SAN FRANCISCO — A funny thing happened to Orion Hindawi while he was raising $120 million for his cybersecurity startup last month: Investors asked him about profits.
A year ago, Hindawi raised $90 million, followed by an additional $52 million this year from the Silicon Valley venture firm Andreessen Horowitz. Investors were willing to place a $900 million valuation on his company, called Tanium, without so much as a glance at revenue or profit margin.
This time, not so. As he made the rounds with such investors as Institutional Venture Partners and T. Rowe Price, Hindawi said, he was asked to show profits and sales margins. “A lot of the funders we spoke with are starting to get really scared,” he said. “This time the questions were, ‘Is this a sustainable business? Do you guys actually make money?’ ”
That sudden dose of skepticism about cybersecurity startups, which as a group recorded record investments last year, may be a harbinger of change across the entire technology sector. With global stock markets struggling, investors may be ready to move away from their emphasis on growth rather than profits.
If that shift persists, it will be a dramatic turnabout. Cybersecurity entrepreneurs in recent years have had an easy time raising money as breaches at the nation’s largest companies and government agencies have become front-page news.
In 2014, US venture capitalists poured $1.77 billion, a record amount, into private security startups, topping the previous record of $1.62 billion invested in 2000, at the height of the dot-com bubble, according to Dow Jones VentureSource.
“There was a big rush to fund cyber companies over the past 12 to 24 months,” said David Cowan, a partner at Bessemer Venture Partners. “But now there’s a sense that there are many, many out there already, and a good story is not enough to attract capital anymore.”

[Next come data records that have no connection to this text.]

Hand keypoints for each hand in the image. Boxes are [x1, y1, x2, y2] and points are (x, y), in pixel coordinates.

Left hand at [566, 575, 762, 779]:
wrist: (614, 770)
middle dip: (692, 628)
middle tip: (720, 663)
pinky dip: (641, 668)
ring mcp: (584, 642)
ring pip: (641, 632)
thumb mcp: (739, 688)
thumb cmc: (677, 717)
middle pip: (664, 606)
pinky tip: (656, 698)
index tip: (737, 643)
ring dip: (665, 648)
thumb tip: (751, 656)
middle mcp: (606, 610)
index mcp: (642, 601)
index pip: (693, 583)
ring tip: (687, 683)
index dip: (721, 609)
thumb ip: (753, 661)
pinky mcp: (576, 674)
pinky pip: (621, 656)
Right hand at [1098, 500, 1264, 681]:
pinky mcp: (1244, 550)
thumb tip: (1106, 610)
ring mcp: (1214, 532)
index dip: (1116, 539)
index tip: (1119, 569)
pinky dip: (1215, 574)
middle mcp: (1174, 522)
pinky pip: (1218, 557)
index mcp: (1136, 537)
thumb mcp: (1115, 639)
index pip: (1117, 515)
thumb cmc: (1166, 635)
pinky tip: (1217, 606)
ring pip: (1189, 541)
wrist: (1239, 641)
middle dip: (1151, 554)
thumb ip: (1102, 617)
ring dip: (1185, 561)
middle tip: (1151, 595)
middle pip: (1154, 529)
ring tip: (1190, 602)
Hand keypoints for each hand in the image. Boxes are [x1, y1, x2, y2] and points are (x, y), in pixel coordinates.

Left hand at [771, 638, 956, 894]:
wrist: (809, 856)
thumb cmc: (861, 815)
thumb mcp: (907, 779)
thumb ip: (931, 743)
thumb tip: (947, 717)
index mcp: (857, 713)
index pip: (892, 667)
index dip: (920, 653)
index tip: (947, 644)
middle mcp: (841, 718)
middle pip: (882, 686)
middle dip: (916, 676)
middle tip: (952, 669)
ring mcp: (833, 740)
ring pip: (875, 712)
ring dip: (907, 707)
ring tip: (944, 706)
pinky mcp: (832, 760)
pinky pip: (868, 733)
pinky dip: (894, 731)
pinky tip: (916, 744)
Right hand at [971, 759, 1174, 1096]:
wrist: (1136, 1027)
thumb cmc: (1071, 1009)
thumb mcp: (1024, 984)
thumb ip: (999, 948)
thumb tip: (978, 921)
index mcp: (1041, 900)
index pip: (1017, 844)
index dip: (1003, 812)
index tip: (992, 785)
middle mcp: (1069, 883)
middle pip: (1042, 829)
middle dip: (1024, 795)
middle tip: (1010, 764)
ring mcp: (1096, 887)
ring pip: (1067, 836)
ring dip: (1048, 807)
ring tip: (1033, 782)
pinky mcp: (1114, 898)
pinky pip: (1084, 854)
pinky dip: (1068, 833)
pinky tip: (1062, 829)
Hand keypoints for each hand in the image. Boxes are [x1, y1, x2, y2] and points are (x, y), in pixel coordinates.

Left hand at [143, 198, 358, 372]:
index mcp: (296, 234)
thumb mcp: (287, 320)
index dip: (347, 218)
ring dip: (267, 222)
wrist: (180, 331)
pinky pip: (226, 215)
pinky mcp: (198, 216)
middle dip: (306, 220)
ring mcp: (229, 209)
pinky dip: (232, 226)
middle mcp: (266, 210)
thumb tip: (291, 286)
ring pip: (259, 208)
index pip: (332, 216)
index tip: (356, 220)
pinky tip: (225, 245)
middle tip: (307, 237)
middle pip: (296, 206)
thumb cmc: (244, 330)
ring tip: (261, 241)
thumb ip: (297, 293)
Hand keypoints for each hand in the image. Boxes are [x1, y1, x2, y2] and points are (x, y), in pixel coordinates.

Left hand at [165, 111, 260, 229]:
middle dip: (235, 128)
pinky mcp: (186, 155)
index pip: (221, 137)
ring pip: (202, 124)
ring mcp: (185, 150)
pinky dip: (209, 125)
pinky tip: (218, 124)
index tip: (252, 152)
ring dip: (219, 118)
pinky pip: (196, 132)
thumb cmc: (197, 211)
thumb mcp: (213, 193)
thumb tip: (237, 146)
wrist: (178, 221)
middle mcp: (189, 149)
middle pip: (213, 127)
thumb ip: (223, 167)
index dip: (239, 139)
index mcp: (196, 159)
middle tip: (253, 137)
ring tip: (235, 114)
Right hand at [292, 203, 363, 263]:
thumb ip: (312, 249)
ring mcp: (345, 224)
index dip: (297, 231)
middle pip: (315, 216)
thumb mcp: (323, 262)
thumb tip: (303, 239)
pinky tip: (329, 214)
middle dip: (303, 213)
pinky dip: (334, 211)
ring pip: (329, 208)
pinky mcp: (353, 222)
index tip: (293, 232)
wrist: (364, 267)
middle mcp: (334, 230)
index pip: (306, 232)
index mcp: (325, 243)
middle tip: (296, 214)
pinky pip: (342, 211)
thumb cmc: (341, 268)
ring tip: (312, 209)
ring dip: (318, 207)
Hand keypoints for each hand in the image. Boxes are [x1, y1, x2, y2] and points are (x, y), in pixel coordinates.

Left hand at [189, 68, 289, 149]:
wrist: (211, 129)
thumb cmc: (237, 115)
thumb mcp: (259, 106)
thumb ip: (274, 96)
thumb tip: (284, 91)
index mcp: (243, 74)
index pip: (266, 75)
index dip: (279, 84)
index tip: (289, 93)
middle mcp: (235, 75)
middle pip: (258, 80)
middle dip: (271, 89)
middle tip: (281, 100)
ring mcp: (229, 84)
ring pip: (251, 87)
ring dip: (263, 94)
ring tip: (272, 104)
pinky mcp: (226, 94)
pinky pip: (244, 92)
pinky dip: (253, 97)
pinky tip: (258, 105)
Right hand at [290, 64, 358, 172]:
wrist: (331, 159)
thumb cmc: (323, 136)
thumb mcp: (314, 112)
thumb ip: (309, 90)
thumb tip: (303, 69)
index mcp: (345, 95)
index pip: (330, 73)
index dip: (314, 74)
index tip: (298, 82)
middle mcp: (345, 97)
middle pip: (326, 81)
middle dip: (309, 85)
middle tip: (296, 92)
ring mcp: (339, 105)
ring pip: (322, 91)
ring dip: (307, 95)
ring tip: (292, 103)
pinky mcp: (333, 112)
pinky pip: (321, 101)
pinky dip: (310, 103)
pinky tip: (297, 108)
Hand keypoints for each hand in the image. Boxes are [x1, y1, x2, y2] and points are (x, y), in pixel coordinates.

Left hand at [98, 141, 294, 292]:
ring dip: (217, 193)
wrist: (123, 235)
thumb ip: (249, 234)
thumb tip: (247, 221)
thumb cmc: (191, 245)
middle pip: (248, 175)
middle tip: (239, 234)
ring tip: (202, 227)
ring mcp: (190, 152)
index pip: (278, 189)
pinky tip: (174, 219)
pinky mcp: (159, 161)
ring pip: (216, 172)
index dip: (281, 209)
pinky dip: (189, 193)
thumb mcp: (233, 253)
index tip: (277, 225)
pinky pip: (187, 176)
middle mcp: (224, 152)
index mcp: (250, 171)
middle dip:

And there are too many companies trying to do the same thing: identify “anomalous” behavior on computer networks and respond to attacks in real time, Cowan said.
“That pretty much sums up 95 percent of the companies raising money at the RSA show,” he said, referring to the RSA cybersecurity conference held in San Francisco in April. “If that’s what you’re promising and you think you’ve found a really sexy value proposition, guess what — it’s not that sexy when the room is full of people just like you.”
If interest by venture firms is any indication, Tanium must still be sexy. The Emeryville, Calif., company’s technology can test the millions of computers attached to corporate networks, ask them questions, and patch them or shut them down in seconds, if need be.
Tanium, founded in 2007, became profitable shortly after it started working with customers in 2012. Hindawi and his father, David, were not initially interested in raising venture capital, but the value Andreessen Horowitz was willing to put on their company and the business connections the venture firm could provide were too good to ignore.
Still, Hindawi said he was surprised that venture capitalists were willing to place a $900 million valuation on a young company without so much as a glance at revenue or margin.
“Up until a year ago, nobody cared that we were cash flow positive,” he said. “None of those things factored in. They basically said, ‘We don’t really care. What’s the growth rate?’ ”
The diligence he encountered during the company’s latest funding round was almost a relief, he said, maybe an indication that some semblance of sobriety had returned to tech funding.
But it may be just a semblance. Hindawi turned away $400 million in cash offers in the latest round. The investors who made the cut — Institutional Venture Partners, TPG Capital and T. Rowe Price — valued Tanium at $3.5 billion, nearly four times the $900 million valuation it received last year and double the $1.75 billion valuation that Andreessen Horowitz gave it last March, according to two people familiar with the deal who spoke on the condition of anonymity because the terms were confidential.
Tanium did not need the cash, Hindawi conceded, but he chose to raise money now, in part, because word that he had recently turned down an acquisition offer sent investors flocking to the company’s door — and a quarter-billion dollars in the bank would help it survive if a downturn hit.
“I never want to raise money again,” Hindawi said. “If there’s a market downturn or a ‘black swan’ occurs, I want to make sure we cross that bar.”
Saving up cash from private investors may also be wise because the public markets have not been kind to security companies lately.
So-called next-generation security companies like FireEye, the company that owns Mandiant; Palo Alto Networks; Qualys; and Splunk have all experienced sharp drops in their share prices. Qualys’s stock is down to half the $55 it traded at last May, Palo Alto Networks’ stock is down nearly 18 percent since July, Splunk’s stock is down 20 percent since July, and FireEye’s stock, which reached a high of $85.64 last year, now hovers under $40.